In the periodic table of elements, yttrium and lanthanides belong to the same group of elements and have similar outermost electronic structures, so YTaO₄ can be doped with lanthanides to change their properties. Therefore, it is of great significance to systematically study the influence of doping of lanthanide on the mechanical and thermal properties of YTaO₄. Up to now, a lot of experimental researches on RETaO₄ (RE = La, Nd, Gd, Dy, Yb) have been conducted. The mechanical properties of the M phase are found to be better than M’ phase, so it is necessary to stabilize the yttrium tantalate as the M phase below the phase transition temperature.
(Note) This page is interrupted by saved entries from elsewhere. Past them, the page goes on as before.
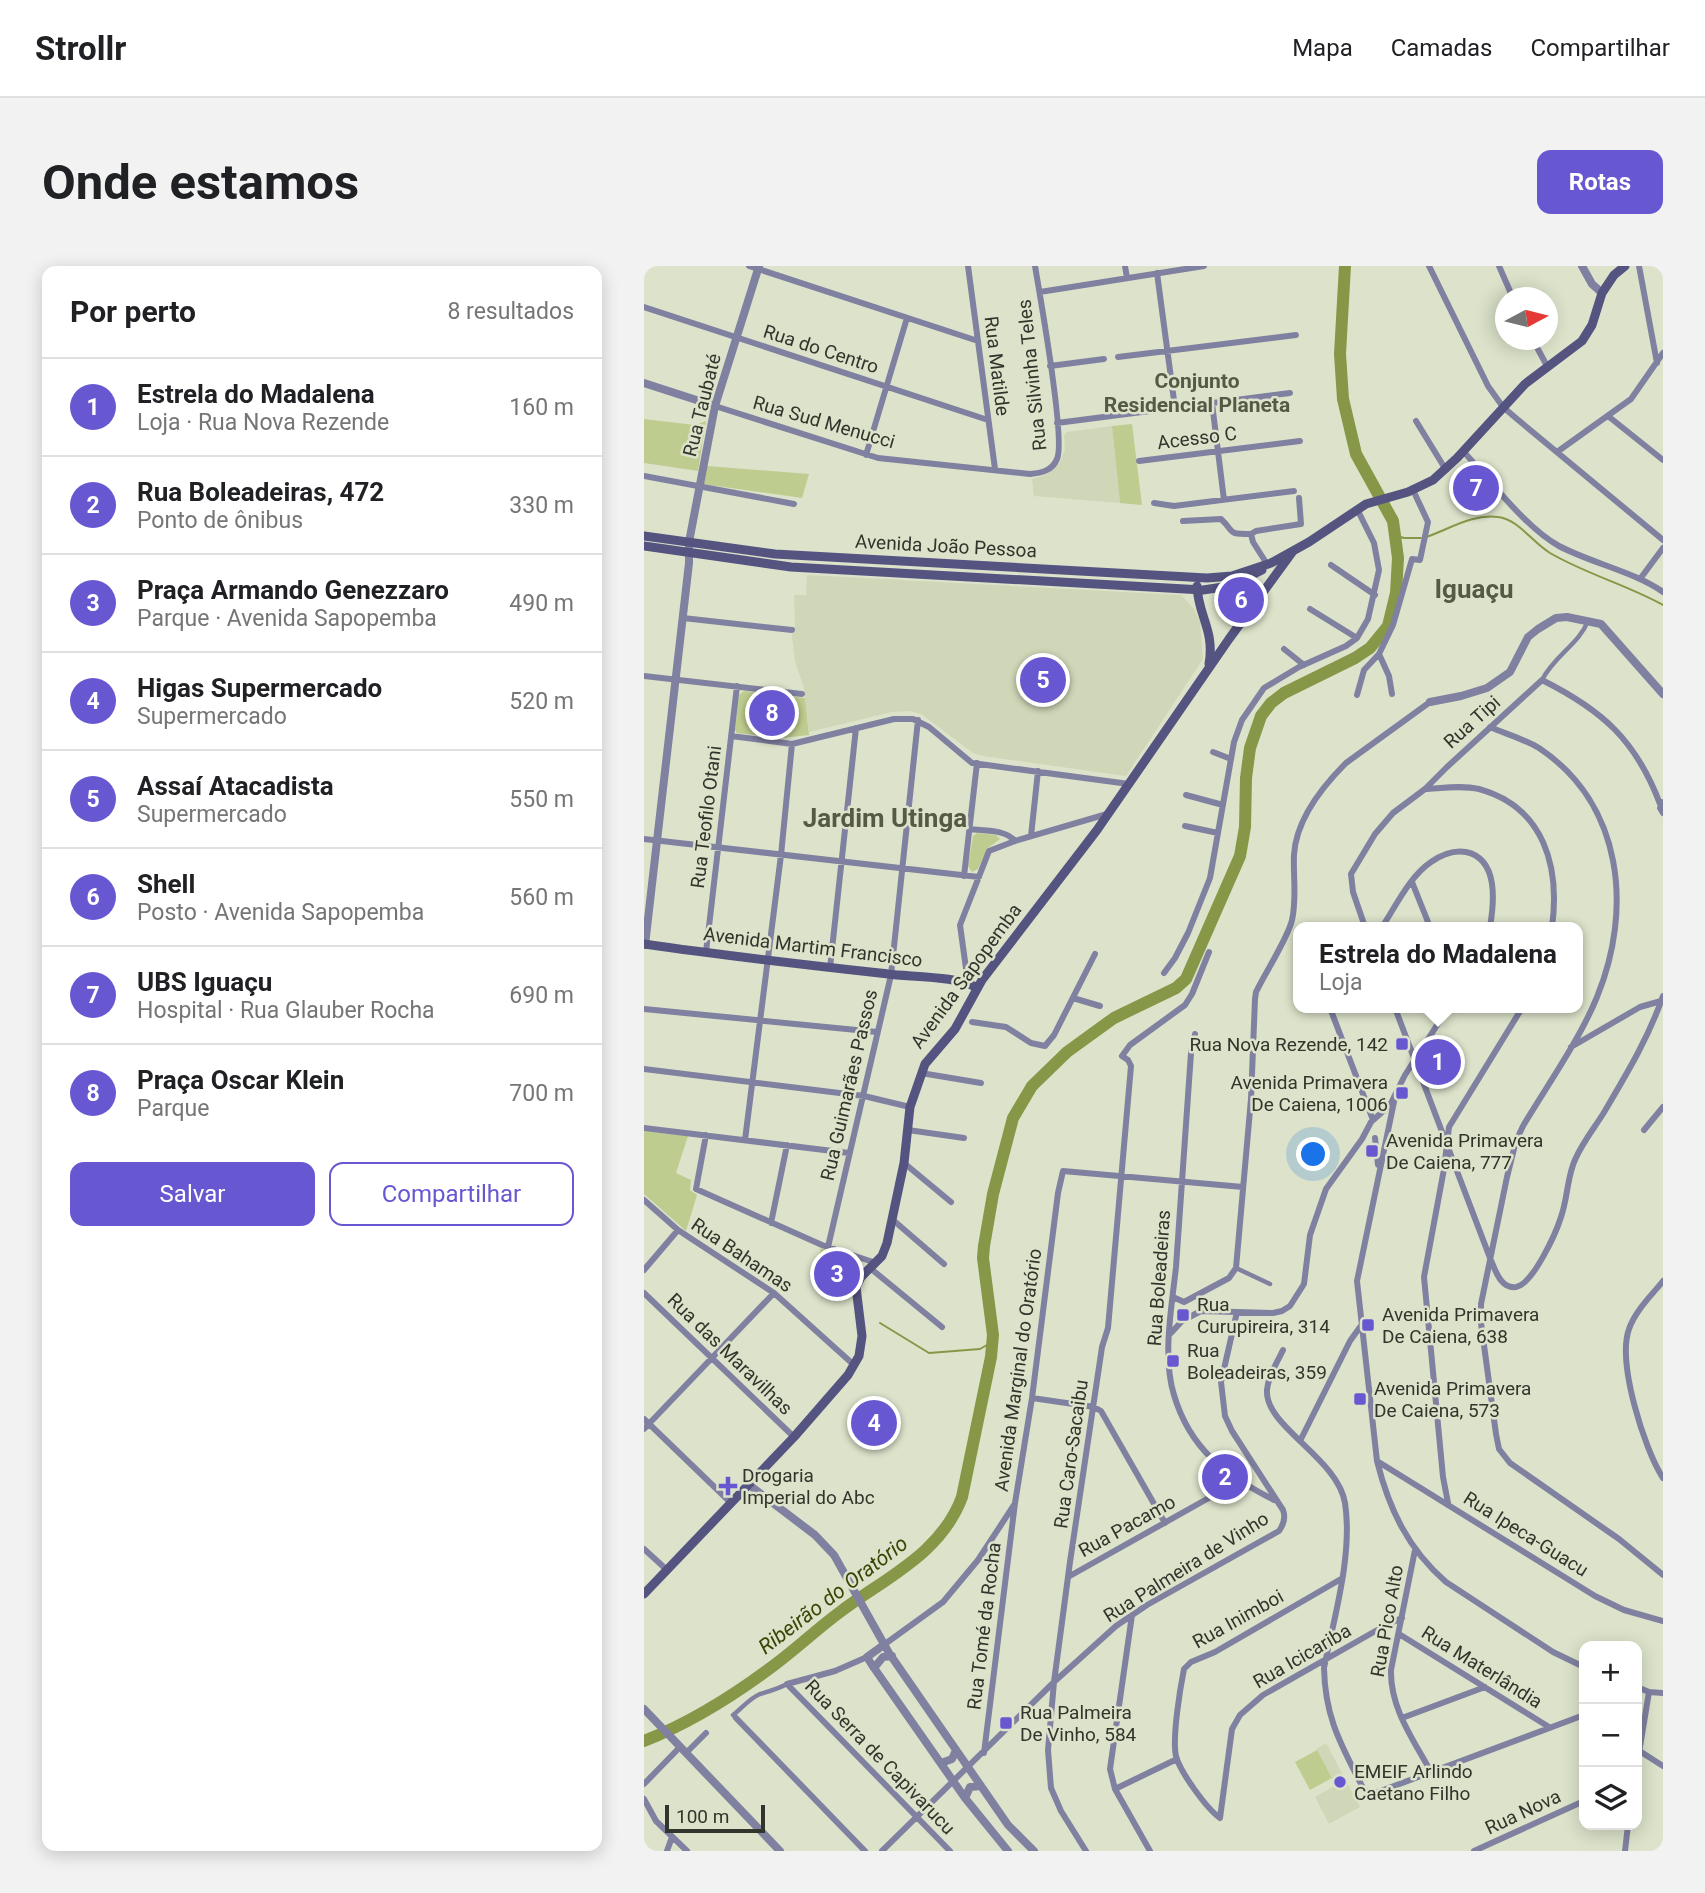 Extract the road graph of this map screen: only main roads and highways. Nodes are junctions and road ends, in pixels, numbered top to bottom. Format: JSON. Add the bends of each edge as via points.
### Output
{"nodes":[{"id":1,"x":1625,"y":266,"type":"edge"},
{"id":2,"x":644,"y":536,"type":"edge"},
{"id":3,"x":644,"y":546,"type":"edge"},
{"id":4,"x":1293,"y":551,"type":"junction"},
{"id":5,"x":1250,"y":574,"type":"junction"},
{"id":6,"x":1207,"y":578,"type":"junction"},
{"id":7,"x":1183,"y":589,"type":"junction"},
{"id":8,"x":1197,"y":589,"type":"junction"},
{"id":9,"x":1262,"y":593,"type":"junction"},
{"id":10,"x":1199,"y":605,"type":"junction"},
{"id":11,"x":1209,"y":628,"type":"junction"},
{"id":12,"x":1229,"y":639,"type":"junction"},
{"id":13,"x":1208,"y":669,"type":"junction"},
{"id":14,"x":644,"y":945,"type":"edge"},
{"id":15,"x":973,"y":986,"type":"junction"},
{"id":16,"x":644,"y":1593,"type":"edge"}],
"edges":[{"from":1,"to":4,"type":"main road","name":"Avenida João Pessoa","via":[[1602,293],[1588,335],[1503,407],[1446,470],[1411,491],[1362,506]]},
{"from":2,"to":6,"type":"main road","name":"Avenida João Pessoa","via":[[775,555]]},
{"from":3,"to":7,"type":"main road","name":"Avenida João Pessoa","via":[[791,568]]},
{"from":4,"to":5,"type":"main road","name":"Avenida João Pessoa"},
{"from":4,"to":9,"type":"main road","name":"Avenida Sapopemba"},
{"from":5,"to":6,"type":"main road","name":"Avenida João Pessoa"},
{"from":5,"to":8,"type":"main road","name":"Avenida João Pessoa","via":[[1224,588]]},
{"from":5,"to":9,"type":"main road","via":[[1261,583]]},
{"from":6,"to":8,"type":"main road","via":[[1198,581]]},
{"from":7,"to":8,"type":"main road","name":"Avenida João Pessoa"},
{"from":7,"to":10,"type":"main road"},
{"from":8,"to":10,"type":"main road"},
{"from":9,"to":12,"type":"main road","name":"Avenida Sapopemba"},
{"from":10,"to":11,"type":"main road"},
{"from":11,"to":12,"type":"main road","via":[[1217,637]]},
{"from":11,"to":13,"type":"main road"},
{"from":12,"to":13,"type":"main road","name":"Avenida Sapopemba"},
{"from":13,"to":15,"type":"main road","name":"Avenida Sapopemba","via":[[1109,813]]},
{"from":14,"to":15,"type":"main road","name":"Avenida Martim Francisco"},
{"from":15,"to":16,"type":"main road","name":"Avenida Sapopemba","via":[[954,1029],[929,1057],[910,1107],[904,1163],[884,1252],[856,1287],[862,1336],[854,1365],[794,1437]]}]}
It is studied that the YTaO₄ would be stabilized as an M phase when doping 15–30 mol % Nb into YTaO₄ materials at 1473 K [7]. It is discovered that the dopant of rare earth elements (Nd, Gd, Dy, Eu, Er, Lu, and Yb) can reduce the thermal conductivity of yttrium tantalate materials [8]. Besides, the mechanical properties and plasticity of RETaO₄ (RE = Nd, La, Sm, Gd, Eu, Dy) materials are found to change regularly and become worse and worse with the decrease of atomic radius [9]. In general, yttrium tantalate materials modified by rare earth elements have many advantages, such as great mechanical properties, better thermal stability, and a larger thermal expansion coefficient [10]. Therefore, understanding the doping effects of rare earth elements and Nb on YTaO₄ and its phase stability and mechanical properties are significant.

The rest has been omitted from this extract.